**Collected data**

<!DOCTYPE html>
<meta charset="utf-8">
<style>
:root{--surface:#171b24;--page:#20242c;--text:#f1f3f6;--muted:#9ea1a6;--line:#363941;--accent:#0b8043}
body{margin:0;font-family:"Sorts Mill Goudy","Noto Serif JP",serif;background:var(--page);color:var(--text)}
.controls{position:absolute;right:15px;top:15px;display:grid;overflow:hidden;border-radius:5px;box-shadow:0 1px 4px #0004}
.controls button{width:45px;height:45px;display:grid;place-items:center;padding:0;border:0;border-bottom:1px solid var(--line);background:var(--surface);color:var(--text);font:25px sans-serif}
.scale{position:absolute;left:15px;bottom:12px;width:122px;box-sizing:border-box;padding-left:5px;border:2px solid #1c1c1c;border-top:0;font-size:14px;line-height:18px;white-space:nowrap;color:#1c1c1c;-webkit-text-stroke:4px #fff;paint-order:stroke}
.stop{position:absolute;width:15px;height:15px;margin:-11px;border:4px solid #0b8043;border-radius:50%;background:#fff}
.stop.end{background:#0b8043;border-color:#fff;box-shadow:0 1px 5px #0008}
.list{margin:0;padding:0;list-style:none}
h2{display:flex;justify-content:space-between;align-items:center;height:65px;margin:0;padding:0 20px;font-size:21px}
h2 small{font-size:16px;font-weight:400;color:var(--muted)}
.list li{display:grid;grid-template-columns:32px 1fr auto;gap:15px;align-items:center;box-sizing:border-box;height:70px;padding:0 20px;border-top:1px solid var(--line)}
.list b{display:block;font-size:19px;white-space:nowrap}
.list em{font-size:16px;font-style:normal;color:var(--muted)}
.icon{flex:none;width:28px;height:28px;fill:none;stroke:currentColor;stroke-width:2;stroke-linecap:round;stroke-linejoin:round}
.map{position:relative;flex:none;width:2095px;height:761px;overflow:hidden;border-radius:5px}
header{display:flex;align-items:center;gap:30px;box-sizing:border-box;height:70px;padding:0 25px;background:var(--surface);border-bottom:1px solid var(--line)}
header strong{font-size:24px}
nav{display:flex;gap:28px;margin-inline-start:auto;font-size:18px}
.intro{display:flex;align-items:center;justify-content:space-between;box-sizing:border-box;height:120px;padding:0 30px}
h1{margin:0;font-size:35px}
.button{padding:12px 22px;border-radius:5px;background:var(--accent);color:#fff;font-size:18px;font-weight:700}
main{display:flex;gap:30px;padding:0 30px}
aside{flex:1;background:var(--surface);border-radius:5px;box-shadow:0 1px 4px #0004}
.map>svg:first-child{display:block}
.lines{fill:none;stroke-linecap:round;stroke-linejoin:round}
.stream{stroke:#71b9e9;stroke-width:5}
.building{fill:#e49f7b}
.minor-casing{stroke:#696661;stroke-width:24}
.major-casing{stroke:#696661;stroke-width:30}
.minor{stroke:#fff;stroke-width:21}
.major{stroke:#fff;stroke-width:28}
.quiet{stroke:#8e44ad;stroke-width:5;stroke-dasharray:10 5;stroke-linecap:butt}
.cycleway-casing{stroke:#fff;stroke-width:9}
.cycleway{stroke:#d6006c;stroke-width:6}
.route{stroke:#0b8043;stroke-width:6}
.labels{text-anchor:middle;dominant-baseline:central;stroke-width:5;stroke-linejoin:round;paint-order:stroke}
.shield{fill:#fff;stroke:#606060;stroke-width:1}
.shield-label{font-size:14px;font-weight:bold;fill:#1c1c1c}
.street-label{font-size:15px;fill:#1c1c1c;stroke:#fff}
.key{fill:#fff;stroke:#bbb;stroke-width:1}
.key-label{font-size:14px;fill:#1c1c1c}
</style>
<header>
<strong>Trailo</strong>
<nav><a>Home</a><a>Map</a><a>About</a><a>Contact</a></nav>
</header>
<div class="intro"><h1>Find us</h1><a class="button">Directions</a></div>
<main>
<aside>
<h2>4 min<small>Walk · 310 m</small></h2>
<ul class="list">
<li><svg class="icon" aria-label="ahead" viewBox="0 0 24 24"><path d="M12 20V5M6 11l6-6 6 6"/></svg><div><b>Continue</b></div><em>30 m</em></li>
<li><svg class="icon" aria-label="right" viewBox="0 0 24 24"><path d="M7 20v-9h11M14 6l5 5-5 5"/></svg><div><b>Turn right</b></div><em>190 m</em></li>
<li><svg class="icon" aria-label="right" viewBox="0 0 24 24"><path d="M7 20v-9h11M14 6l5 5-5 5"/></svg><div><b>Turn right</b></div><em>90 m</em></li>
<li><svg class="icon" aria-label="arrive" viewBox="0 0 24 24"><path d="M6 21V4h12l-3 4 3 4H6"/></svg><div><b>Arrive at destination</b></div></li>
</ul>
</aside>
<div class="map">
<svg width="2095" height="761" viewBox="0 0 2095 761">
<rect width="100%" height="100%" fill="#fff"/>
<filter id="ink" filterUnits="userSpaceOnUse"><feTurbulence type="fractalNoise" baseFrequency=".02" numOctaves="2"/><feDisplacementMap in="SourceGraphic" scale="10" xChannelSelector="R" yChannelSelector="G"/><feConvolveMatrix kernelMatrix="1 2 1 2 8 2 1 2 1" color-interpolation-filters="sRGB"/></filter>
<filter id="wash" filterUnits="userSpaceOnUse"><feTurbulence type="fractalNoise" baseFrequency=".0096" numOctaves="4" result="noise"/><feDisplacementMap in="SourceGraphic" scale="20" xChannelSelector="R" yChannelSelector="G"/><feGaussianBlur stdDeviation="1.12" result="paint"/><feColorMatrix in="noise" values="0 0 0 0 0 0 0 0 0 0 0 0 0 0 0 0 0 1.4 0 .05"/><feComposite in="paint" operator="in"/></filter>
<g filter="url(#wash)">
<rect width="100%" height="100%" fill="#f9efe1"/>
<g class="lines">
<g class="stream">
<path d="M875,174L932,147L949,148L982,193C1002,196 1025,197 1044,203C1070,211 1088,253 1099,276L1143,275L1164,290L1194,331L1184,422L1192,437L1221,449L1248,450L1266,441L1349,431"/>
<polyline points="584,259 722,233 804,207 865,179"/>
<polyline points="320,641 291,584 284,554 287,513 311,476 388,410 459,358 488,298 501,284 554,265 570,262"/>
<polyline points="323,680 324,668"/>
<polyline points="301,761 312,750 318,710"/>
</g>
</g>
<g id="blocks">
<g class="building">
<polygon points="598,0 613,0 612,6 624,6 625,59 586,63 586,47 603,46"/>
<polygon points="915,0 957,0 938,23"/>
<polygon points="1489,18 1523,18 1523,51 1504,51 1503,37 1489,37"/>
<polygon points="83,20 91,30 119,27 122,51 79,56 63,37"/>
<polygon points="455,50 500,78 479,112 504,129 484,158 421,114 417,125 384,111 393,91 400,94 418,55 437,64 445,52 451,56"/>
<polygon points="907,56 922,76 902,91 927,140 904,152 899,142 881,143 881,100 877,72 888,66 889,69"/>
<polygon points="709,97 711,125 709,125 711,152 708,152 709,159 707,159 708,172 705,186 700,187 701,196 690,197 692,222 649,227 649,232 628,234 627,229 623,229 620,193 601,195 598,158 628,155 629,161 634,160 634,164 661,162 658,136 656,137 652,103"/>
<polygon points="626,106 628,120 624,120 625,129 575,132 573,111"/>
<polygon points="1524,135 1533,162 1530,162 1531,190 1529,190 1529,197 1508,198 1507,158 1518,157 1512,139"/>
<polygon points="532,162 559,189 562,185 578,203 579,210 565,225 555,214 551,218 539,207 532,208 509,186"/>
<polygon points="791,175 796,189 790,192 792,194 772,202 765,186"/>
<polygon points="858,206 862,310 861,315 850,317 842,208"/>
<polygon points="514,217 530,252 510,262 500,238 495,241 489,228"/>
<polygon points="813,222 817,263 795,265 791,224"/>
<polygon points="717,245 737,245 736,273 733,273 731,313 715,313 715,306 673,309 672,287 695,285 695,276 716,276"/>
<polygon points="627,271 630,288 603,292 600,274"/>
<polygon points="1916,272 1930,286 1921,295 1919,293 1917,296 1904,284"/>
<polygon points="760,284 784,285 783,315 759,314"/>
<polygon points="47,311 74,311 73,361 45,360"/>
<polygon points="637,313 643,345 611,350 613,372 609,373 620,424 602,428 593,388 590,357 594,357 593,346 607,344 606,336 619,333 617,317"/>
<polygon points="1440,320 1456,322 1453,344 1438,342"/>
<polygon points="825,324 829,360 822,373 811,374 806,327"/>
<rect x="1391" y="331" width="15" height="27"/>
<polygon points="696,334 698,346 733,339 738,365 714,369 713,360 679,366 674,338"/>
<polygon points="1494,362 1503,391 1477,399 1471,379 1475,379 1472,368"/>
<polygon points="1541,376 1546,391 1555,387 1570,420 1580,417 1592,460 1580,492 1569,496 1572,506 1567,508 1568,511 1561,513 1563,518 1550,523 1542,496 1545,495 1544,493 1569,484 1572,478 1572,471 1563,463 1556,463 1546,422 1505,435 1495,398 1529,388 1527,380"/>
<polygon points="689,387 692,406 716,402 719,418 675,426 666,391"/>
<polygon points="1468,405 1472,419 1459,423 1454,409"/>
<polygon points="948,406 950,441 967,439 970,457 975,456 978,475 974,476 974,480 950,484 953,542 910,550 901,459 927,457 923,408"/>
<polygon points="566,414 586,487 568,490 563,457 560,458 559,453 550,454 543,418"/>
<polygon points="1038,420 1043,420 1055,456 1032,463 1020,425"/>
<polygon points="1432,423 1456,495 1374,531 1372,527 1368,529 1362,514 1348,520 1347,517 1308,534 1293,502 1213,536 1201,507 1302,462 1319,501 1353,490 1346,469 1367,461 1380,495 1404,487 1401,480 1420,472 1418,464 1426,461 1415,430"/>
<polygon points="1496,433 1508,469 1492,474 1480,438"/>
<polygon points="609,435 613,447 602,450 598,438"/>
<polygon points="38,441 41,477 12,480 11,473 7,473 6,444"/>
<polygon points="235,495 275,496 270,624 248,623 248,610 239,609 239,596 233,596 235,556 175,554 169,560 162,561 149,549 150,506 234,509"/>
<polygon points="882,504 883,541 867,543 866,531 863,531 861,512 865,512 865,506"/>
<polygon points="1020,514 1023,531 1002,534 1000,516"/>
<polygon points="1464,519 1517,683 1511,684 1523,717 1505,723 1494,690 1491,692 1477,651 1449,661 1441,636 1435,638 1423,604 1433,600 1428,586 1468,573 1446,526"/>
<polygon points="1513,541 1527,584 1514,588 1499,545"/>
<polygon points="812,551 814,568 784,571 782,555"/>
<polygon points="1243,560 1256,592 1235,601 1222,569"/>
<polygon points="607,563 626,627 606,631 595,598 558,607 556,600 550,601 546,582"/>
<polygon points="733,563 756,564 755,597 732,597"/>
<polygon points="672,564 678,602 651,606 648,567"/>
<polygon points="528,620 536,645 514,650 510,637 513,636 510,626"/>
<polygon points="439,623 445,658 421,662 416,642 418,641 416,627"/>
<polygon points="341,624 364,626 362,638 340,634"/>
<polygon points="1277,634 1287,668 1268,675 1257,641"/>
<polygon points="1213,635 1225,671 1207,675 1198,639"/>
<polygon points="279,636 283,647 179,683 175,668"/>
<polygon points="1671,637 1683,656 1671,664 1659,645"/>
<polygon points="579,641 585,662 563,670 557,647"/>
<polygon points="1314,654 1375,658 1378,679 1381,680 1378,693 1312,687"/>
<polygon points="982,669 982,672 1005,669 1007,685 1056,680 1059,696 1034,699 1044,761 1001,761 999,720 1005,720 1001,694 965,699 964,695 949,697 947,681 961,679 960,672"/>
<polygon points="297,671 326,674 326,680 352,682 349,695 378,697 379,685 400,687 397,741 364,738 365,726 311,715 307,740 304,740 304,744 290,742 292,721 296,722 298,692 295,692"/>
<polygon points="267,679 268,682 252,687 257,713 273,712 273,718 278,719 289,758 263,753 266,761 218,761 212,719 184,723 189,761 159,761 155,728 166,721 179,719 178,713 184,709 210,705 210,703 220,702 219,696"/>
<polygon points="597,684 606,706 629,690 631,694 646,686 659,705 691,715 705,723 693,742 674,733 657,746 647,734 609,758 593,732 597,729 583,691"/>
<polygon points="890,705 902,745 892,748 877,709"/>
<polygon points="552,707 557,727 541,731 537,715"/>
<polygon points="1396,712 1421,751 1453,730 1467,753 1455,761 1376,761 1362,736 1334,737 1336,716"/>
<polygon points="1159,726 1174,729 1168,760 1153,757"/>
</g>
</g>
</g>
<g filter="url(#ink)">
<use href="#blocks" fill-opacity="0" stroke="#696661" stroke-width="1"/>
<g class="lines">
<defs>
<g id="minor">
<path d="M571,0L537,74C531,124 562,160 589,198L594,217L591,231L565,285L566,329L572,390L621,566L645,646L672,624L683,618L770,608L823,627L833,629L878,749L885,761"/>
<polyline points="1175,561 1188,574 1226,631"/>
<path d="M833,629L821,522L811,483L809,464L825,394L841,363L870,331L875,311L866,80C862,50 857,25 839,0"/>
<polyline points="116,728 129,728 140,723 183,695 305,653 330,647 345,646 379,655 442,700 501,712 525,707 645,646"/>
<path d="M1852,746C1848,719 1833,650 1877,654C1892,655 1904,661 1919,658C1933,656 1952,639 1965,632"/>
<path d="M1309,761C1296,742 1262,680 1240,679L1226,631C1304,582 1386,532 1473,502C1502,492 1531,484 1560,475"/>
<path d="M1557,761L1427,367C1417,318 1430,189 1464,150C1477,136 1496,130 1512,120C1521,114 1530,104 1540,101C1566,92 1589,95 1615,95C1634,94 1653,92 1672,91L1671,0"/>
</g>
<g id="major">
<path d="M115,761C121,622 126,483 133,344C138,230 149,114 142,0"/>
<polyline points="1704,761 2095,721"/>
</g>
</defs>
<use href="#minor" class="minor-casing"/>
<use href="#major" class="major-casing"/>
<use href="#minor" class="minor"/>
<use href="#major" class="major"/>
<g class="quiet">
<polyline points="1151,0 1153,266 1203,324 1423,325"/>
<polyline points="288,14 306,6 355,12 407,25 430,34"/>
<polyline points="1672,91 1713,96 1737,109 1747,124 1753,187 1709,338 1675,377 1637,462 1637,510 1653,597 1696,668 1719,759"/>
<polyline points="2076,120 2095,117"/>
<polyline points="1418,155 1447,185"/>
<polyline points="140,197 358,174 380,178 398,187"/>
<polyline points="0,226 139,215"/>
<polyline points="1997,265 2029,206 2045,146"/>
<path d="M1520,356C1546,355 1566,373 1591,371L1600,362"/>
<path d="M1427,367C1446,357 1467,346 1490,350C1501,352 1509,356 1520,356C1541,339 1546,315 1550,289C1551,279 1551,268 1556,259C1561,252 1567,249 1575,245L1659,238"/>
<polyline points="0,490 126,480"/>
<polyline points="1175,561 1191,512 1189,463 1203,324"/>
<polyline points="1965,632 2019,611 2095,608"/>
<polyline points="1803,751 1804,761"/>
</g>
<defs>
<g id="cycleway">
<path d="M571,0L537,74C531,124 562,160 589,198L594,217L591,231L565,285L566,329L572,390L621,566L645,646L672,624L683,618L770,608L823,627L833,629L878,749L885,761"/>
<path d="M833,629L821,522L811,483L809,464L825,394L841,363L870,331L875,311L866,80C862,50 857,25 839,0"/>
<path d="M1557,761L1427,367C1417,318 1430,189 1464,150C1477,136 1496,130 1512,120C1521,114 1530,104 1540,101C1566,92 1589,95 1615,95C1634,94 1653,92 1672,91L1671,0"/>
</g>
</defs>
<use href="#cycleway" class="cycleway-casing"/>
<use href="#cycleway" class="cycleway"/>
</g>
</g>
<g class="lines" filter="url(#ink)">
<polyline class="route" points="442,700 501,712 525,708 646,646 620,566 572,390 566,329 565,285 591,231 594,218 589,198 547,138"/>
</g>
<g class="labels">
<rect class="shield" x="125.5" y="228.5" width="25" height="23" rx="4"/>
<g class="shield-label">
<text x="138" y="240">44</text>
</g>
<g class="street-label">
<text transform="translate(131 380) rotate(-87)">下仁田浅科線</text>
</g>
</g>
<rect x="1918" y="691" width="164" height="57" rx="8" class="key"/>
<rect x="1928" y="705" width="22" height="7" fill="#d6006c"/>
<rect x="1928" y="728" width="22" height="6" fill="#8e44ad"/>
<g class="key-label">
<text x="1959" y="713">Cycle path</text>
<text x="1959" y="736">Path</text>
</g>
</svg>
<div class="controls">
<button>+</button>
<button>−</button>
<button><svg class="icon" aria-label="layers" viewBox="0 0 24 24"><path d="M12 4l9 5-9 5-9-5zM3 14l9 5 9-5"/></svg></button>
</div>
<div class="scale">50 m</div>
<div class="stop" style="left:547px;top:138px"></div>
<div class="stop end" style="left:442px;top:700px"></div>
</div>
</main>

**Task brief**
From the records above, reproduce exactly the lines from the one with "829,360 822,373 811,374" to the one with "1503,391 1477,399 1471,379", both included, and no others.

**Result**
<polygon points="825,324 829,360 822,373 811,374 806,327"/>
<rect x="1391" y="331" width="15" height="27"/>
<polygon points="696,334 698,346 733,339 738,365 714,369 713,360 679,366 674,338"/>
<polygon points="1494,362 1503,391 1477,399 1471,379 1475,379 1472,368"/>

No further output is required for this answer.